*Requirement*
Retype the data below exactly; skip every image.

*Supplied records*
════

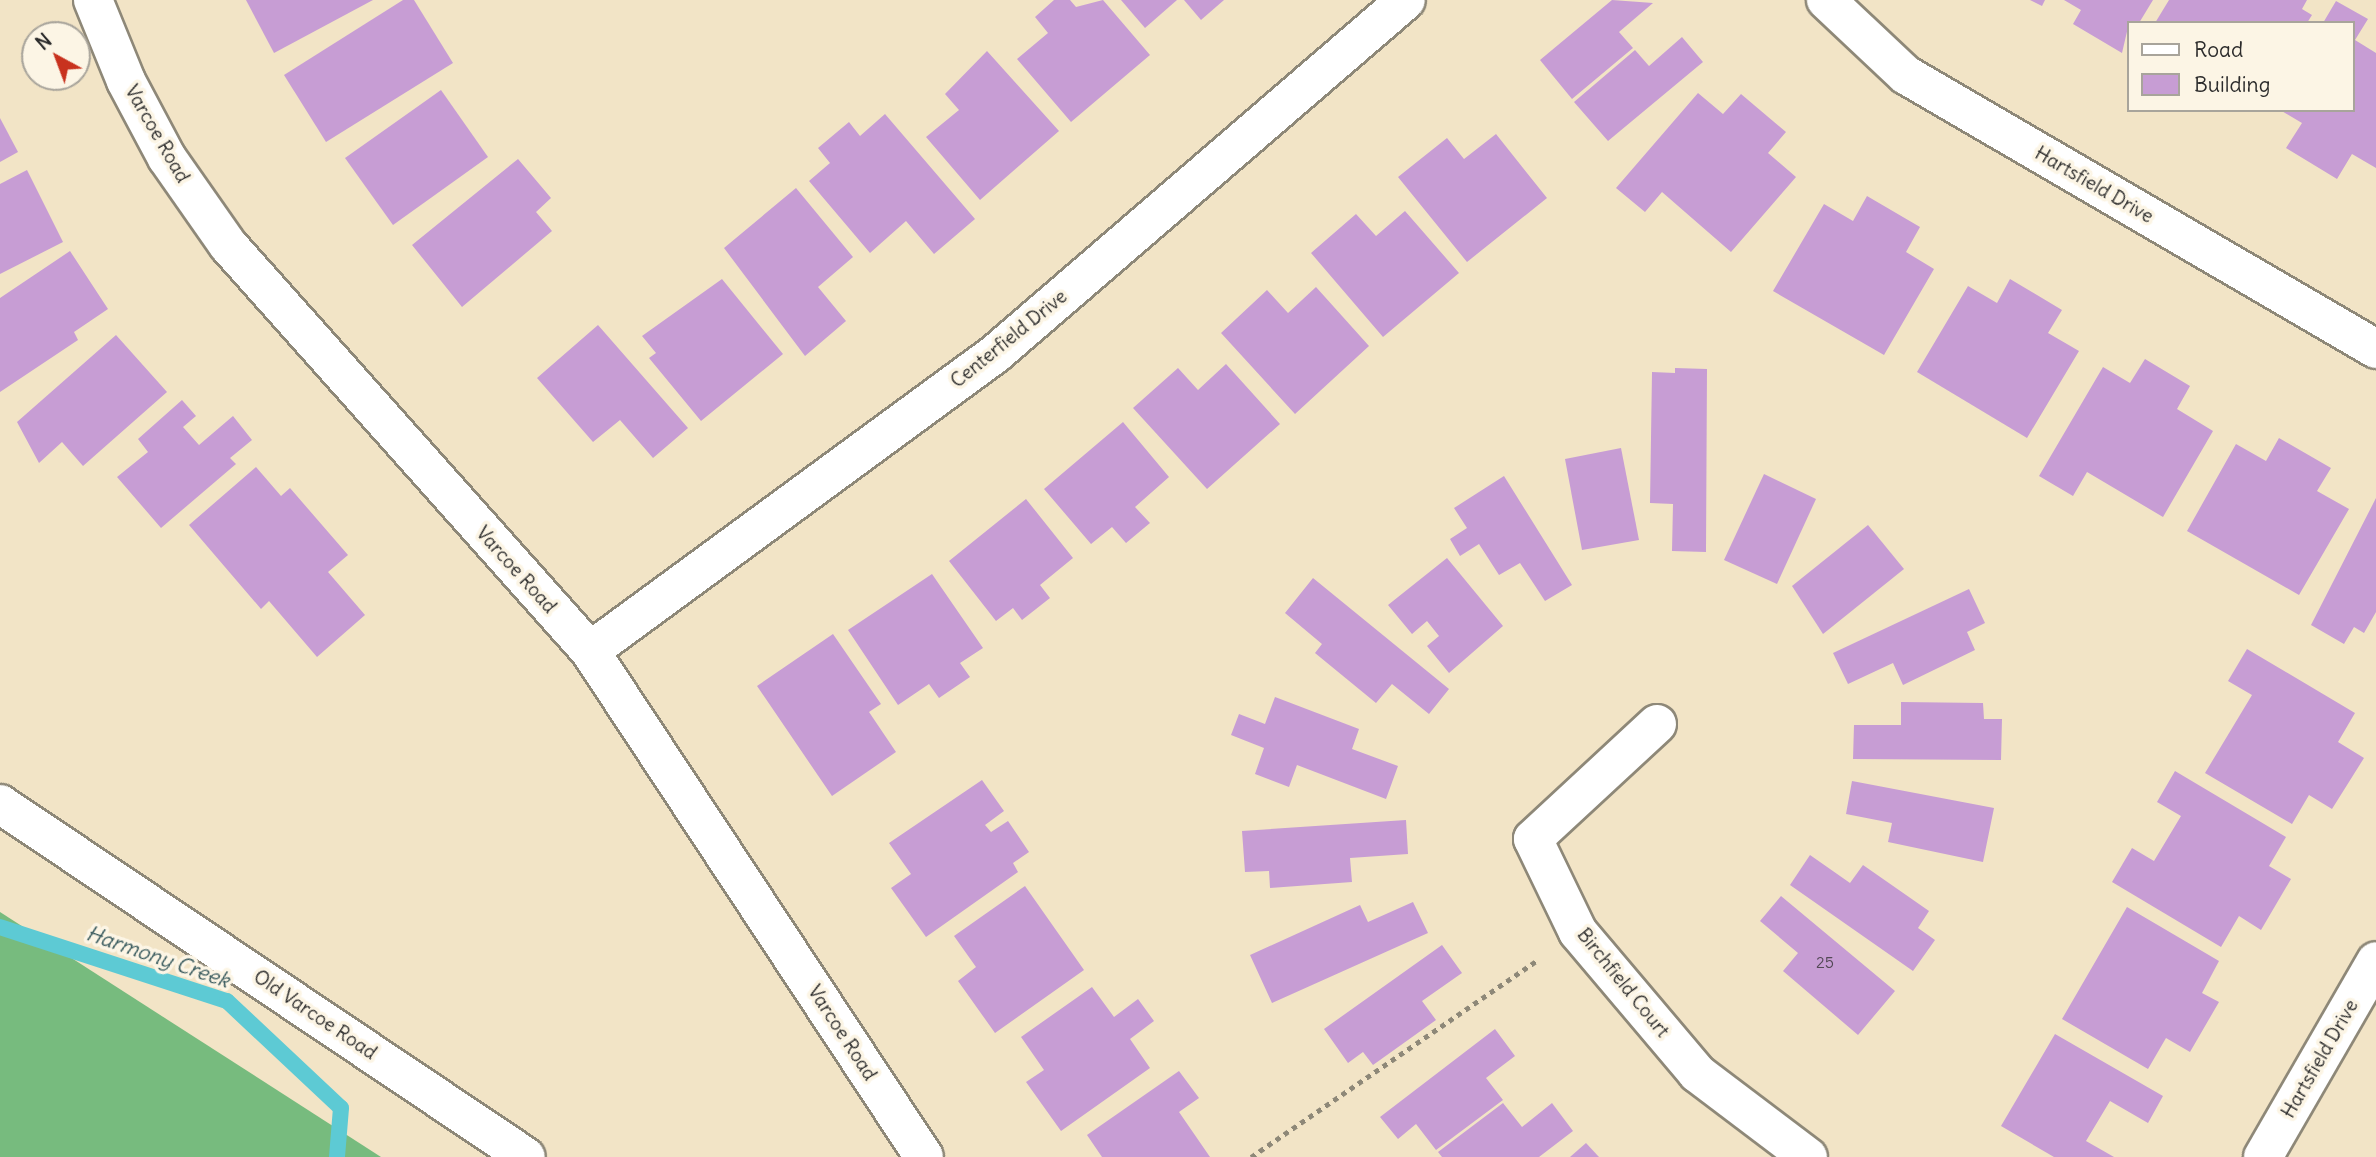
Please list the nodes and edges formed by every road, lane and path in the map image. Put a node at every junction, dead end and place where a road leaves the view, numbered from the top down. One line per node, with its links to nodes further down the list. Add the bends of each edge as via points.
1 (93, 0): 5 (street, Varcoe Road, via 125,81 167,158 228,245)
2 (1406, 0): 5 (street, Centerfield Drive, via 995,354)
3 (1826, 0): 4 (street, Hartsfield Drive, via 1906,75)
4 (2376, 349)
5 (590, 651): 11 (street, Varcoe Road)
6 (1657, 724): 8 (street, Birchfield Court, via 1533,839)
7 (0, 804): 10 (street, Old Varcoe Road)
8 (1578, 932): 12 (path); 13 (street, Birchfield Court, via 1698,1073)
9 (2376, 961): 14 (street, Hartsfield Drive)
10 (526, 1157)
11 (924, 1157)
12 (1251, 1157)
13 (1808, 1157)
14 (2263, 1157)

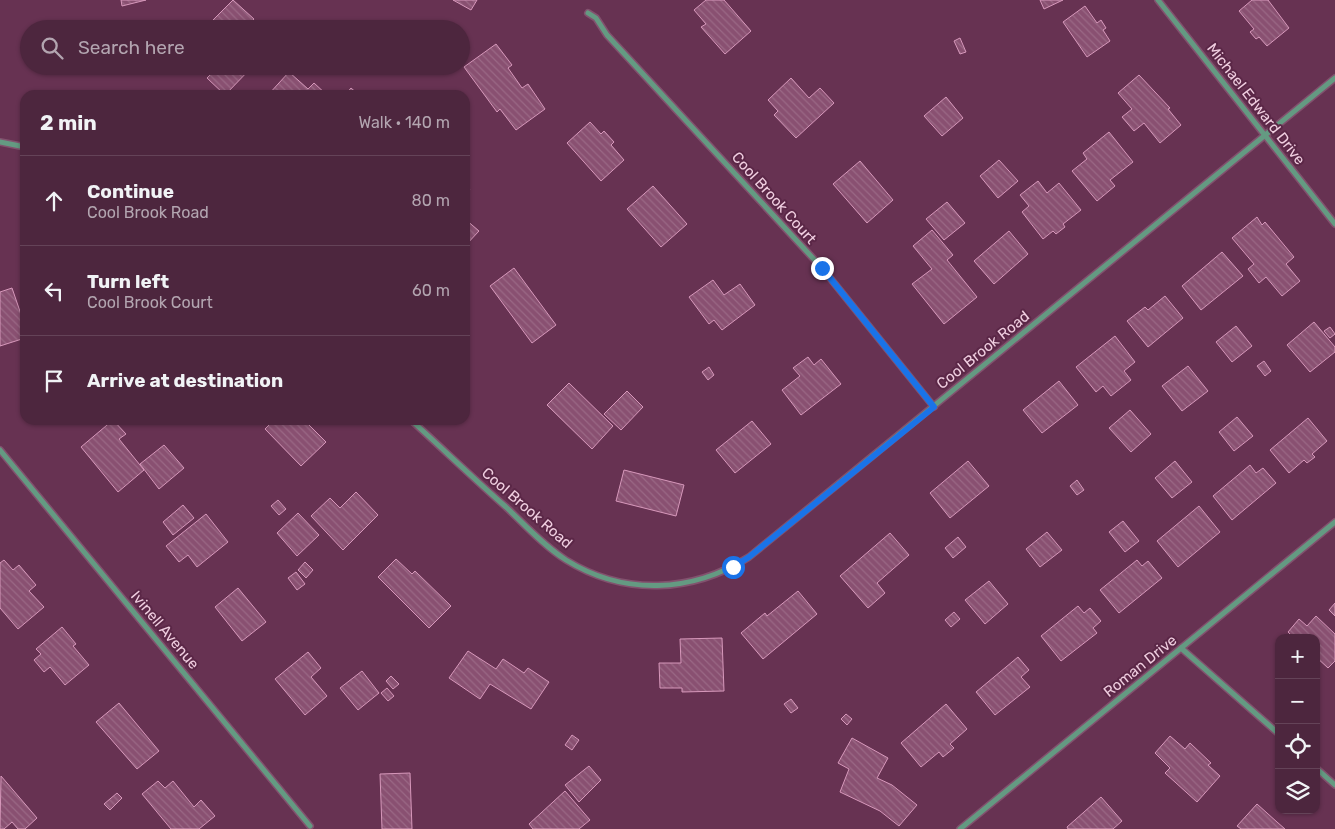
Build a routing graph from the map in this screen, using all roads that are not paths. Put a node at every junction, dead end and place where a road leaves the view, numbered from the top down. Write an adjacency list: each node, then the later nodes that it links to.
1 (1158, 0): 4 (street, Michael Edward Drive)
2 (588, 13): 8 (street, Cool Brook Court)
3 (1335, 78): 4 (street, Cool Brook Road)
4 (1265, 137): 7 (street, Michael Edward Drive); 8 (street, Cool Brook Road)
5 (0, 142): 6 (street)
6 (20, 146)
7 (1335, 224)
8 (934, 407): 9 (street, Cool Brook Road)
9 (417, 425)
10 (0, 450): 16 (street, Ivinell Avenue)
11 (1335, 522): 12 (street, Roman Drive)
12 (1182, 648): 13 (street); 17 (street, Roman Drive)
13 (1275, 730)
14 (1317, 769): 15 (street)
15 (1335, 784)
16 (310, 826)
17 (960, 829)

════

*Your response*
Please list the nodes and edges formed by every road, lane and path in the map image. Put a node at every junction, dead end and place where a road leaves the view, numbered from the top down. One line per node, with its links to nodes further down the list. Add the bends of each edge as via points.
1 (93, 0): 5 (street, Varcoe Road, via 125,81 167,158 228,245)
2 (1406, 0): 5 (street, Centerfield Drive, via 995,354)
3 (1826, 0): 4 (street, Hartsfield Drive, via 1906,75)
4 (2376, 349)
5 (590, 651): 11 (street, Varcoe Road)
6 (1657, 724): 8 (street, Birchfield Court, via 1533,839)
7 (0, 804): 10 (street, Old Varcoe Road)
8 (1578, 932): 12 (path); 13 (street, Birchfield Court, via 1698,1073)
9 (2376, 961): 14 (street, Hartsfield Drive)
10 (526, 1157)
11 (924, 1157)
12 (1251, 1157)
13 (1808, 1157)
14 (2263, 1157)

Build a routing graph from the map in this screen, using all roads that are not paths. Put a node at every junction, dead end and place where a road leaves the view, numbered from the top down. Write an adjacency list: each node, then the later nodes that it links to.
1 (1158, 0): 4 (street, Michael Edward Drive)
2 (588, 13): 8 (street, Cool Brook Court)
3 (1335, 78): 4 (street, Cool Brook Road)
4 (1265, 137): 7 (street, Michael Edward Drive); 8 (street, Cool Brook Road)
5 (0, 142): 6 (street)
6 (20, 146)
7 (1335, 224)
8 (934, 407): 9 (street, Cool Brook Road)
9 (417, 425)
10 (0, 450): 16 (street, Ivinell Avenue)
11 (1335, 522): 12 (street, Roman Drive)
12 (1182, 648): 13 (street); 17 (street, Roman Drive)
13 (1275, 730)
14 (1317, 769): 15 (street)
15 (1335, 784)
16 (310, 826)
17 (960, 829)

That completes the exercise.